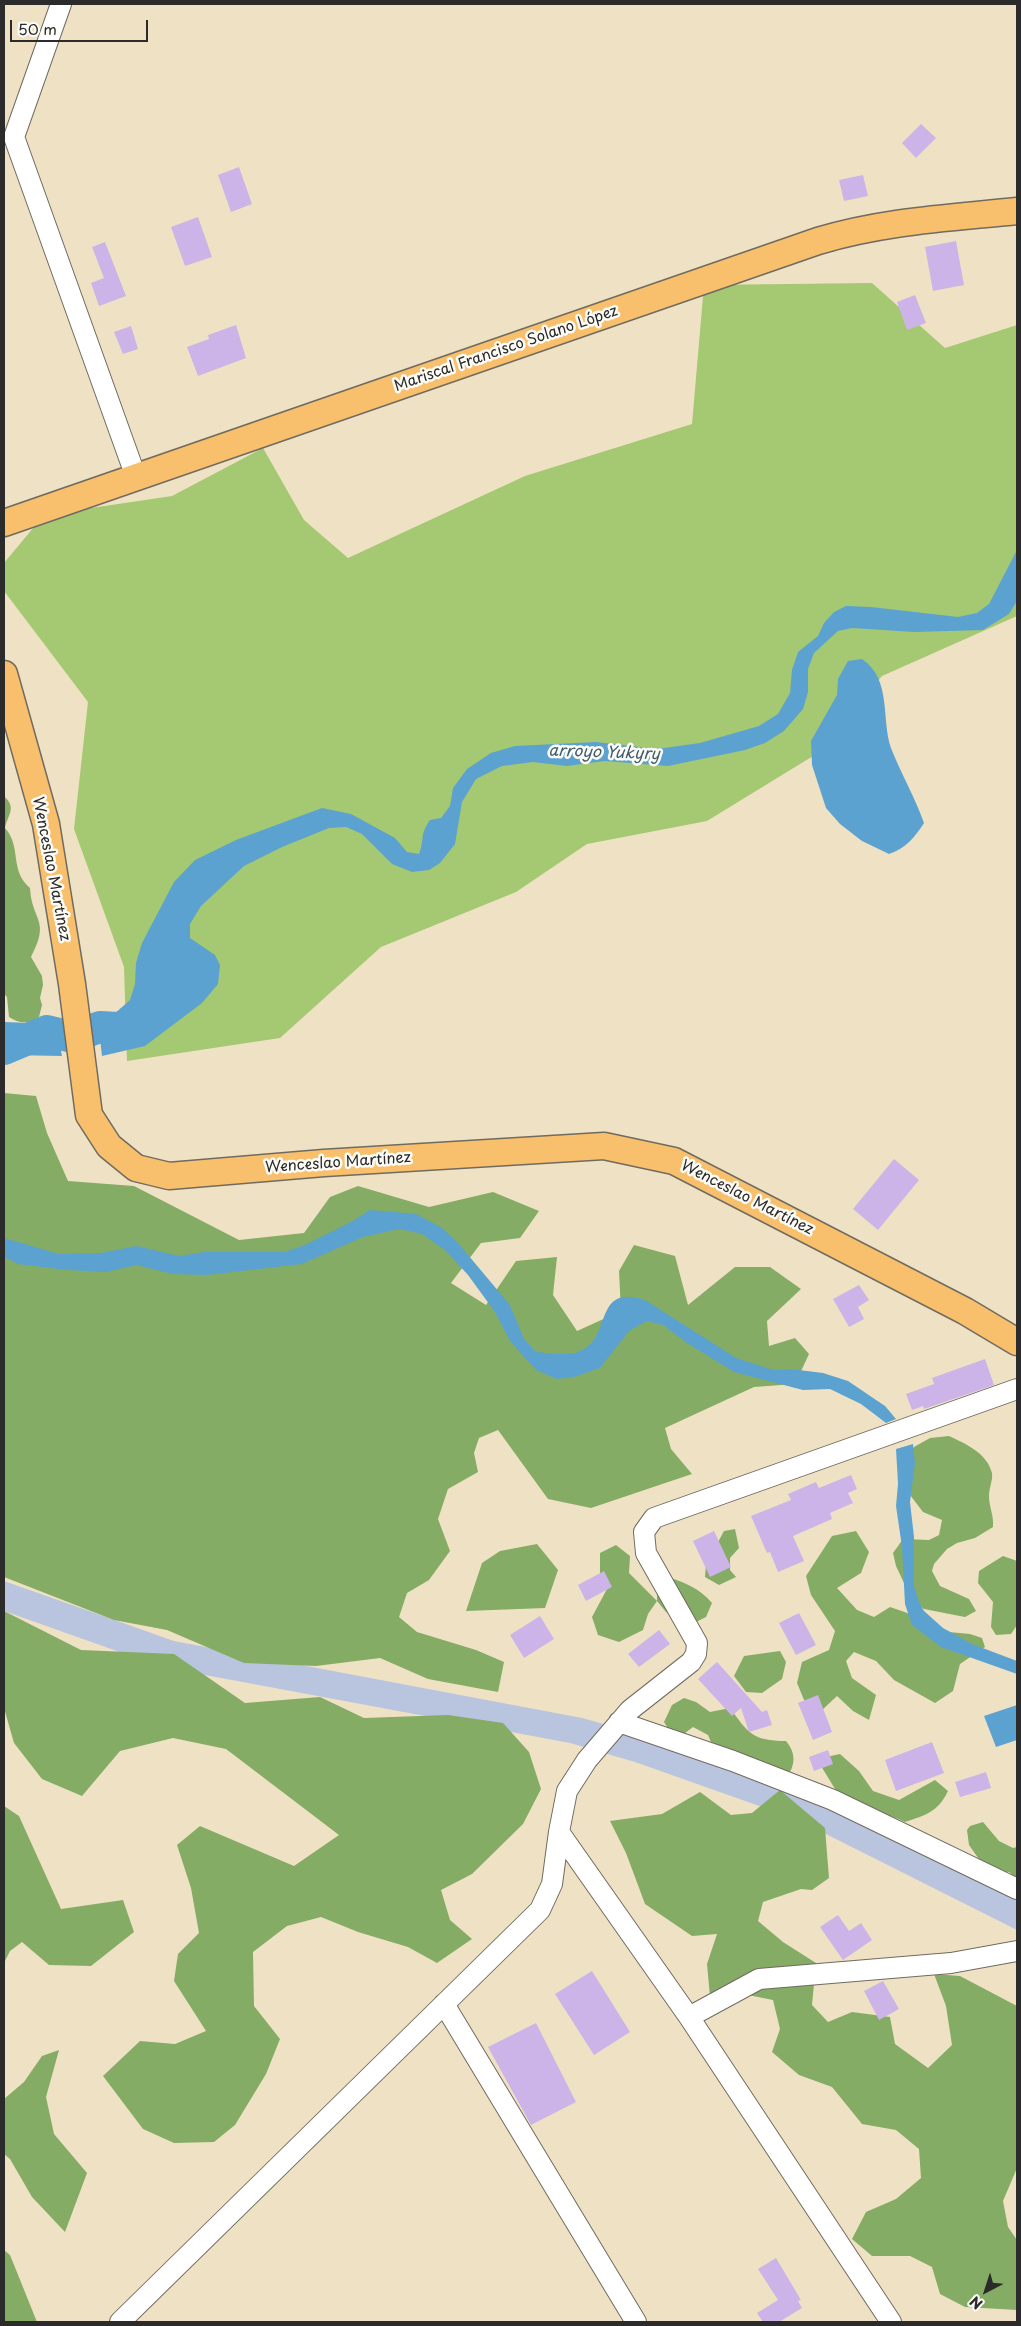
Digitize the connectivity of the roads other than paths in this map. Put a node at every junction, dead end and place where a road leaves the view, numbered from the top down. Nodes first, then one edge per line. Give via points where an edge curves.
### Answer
1 (61, 4) edge
2 (9, 138) edge
3 (1017, 211) edge
4 (136, 477) junction
5 (4, 523) edge
6 (4, 674) edge
7 (1017, 1342) edge
8 (1017, 1388) edge
9 (619, 1722) junction
10 (559, 1832) junction
11 (1017, 1889) edge
12 (1017, 1952) edge
13 (444, 2004) junction
14 (689, 2017) junction
15 (139, 2314) edge
16 (120, 2322) edge
17 (636, 2322) edge
18 (891, 2322) edge

1 - 2 street
2 - 4 street
3 - 4 main road, Mariscal Francisco Solano López via 891,223 853,230
4 - 5 main road, Mariscal Francisco Solano López
6 - 7 main road, Wenceslao Martínez via 46,824 89,1115 109,1146 136,1168 169,1176 604,1146 674,1161 965,1311
8 - 9 street via 654,1518 644,1532 646,1552 697,1643 696,1654 691,1662
9 - 10 street via 587,1760 567,1791
9 - 11 street via 833,1800
10 - 13 street via 552,1884 540,1910
10 - 14 street
12 - 14 street via 951,1963 759,1979
13 - 15 street
13 - 17 street
14 - 18 street
15 - 16 street

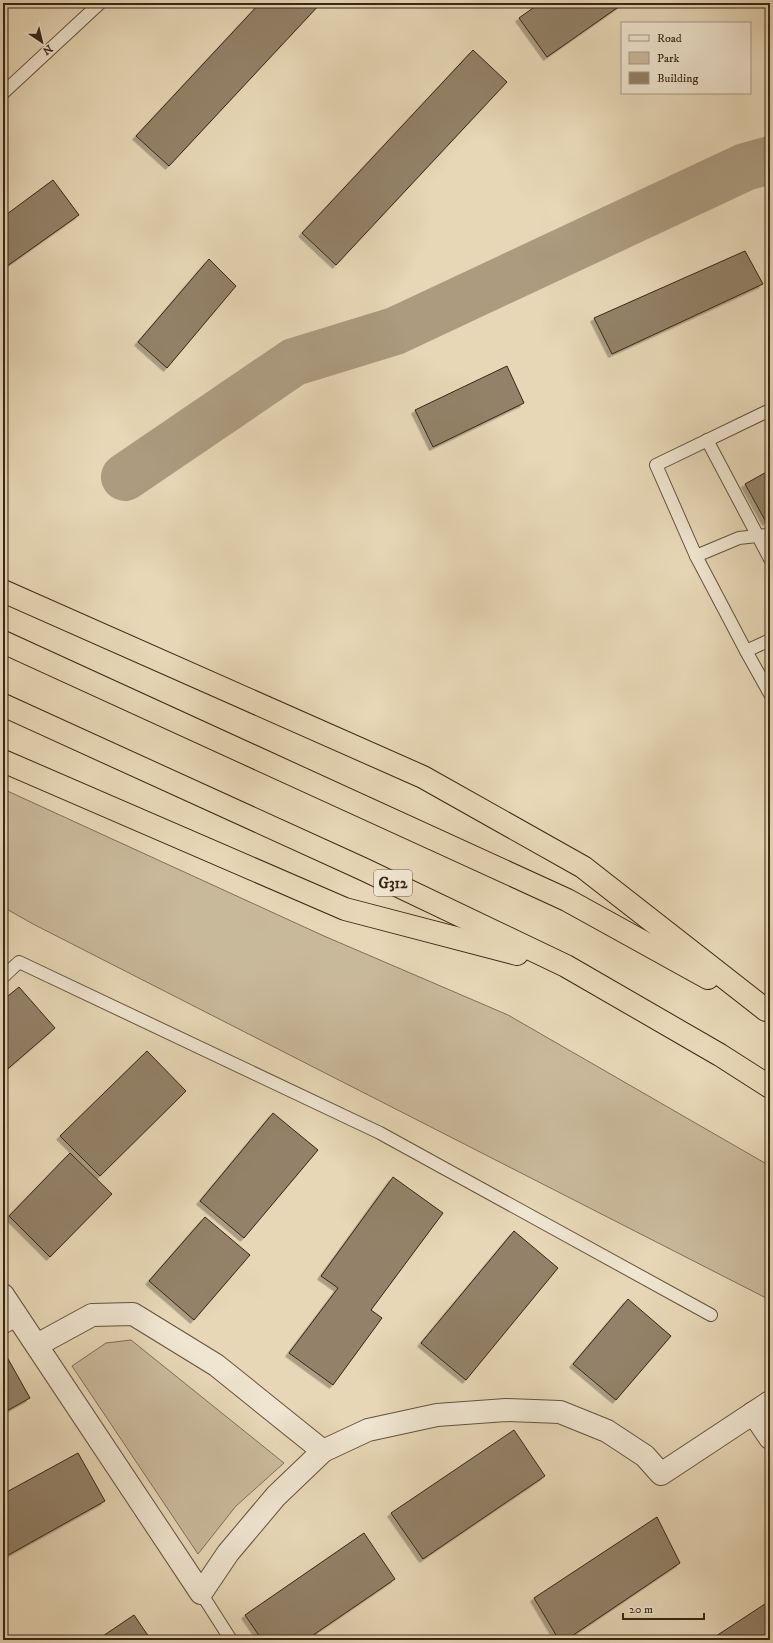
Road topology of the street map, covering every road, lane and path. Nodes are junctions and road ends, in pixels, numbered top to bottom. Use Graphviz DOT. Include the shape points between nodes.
graph roads {
  1 [pos="100,3"];
  2 [pos="3,93"];
  3 [pos="770,410"];
  4 [pos="708,440"];
  5 [pos="770,533"];
  6 [pos="758,536"];
  7 [pos="696,556"];
  8 [pos="770,559"];
  9 [pos="3,592"];
  10 [pos="770,640"];
  11 [pos="3,642"];
  12 [pos="746,651"];
  13 [pos="770,694"];
  14 [pos="3,705"];
  15 [pos="3,761"];
  16 [pos="566,966"];
  17 [pos="3,977"];
  18 [pos="768,1012"];
  19 [pos="770,1087"];
  20 [pos="3,1295"];
  21 [pos="710,1315"];
  22 [pos="11,1323"];
  23 [pos="36,1345"];
  24 [pos="762,1407"];
  25 [pos="770,1438"];
  26 [pos="323,1451"];
  27 [pos="201,1593"];
  28 [pos="231,1640"];
  1 -- 2 [label="lane"];
  3 -- 4 [label="lane"];
  4 -- 6 [label="lane"];
  4 -- 7 [label="lane" via="656,465"];
  5 -- 6 [label="lane"];
  6 -- 7 [label="lane" via="739,538"];
  6 -- 8 [label="lane"];
  7 -- 12 [label="lane"];
  9 -- 18 [label="highway" via="423,777 583,866"];
  10 -- 12 [label="lane"];
  11 -- 18 [label="highway" via="567,900"];
  12 -- 13 [label="lane"];
  14 -- 16 [label="highway, G312" via="363,869"];
  15 -- 16 [label="highway" via="345,909"];
  16 -- 19 [label="highway, G312" via="720,1055"];
  17 -- 21 [label="lane" via="19,962 380,1133"];
  20 -- 22 [label="street"];
  22 -- 23 [label="street"];
  23 -- 26 [label="street" via="92,1315 133,1314 216,1365"];
  23 -- 27 [label="street"];
  24 -- 25 [label="street"];
  24 -- 26 [label="street" via="661,1474 645,1456 607,1431 560,1412 506,1410 437,1415 368,1430"];
  26 -- 27 [label="street" via="276,1496 228,1553"];
  27 -- 28 [label="lane"];
}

■ REQUIRED ACTION ■
Search the listing for the string "Nodes". Copy each line where it turns up.

■ SOLUTION TO THIS PROBLEM ■
Digitize the connectivity of the roads other than paths in this map. Put a node at every junction, dead end and place where a road leaves the view, numbered from the top down. Nodes first, then one edge per line. Give via points where an edge curves.
Road topology of the street map, covering every road, lane and path. Nodes are junctions and road ends, in pixels, numbered top to bottom. Use Graphviz DOT. Include the shape points between nodes.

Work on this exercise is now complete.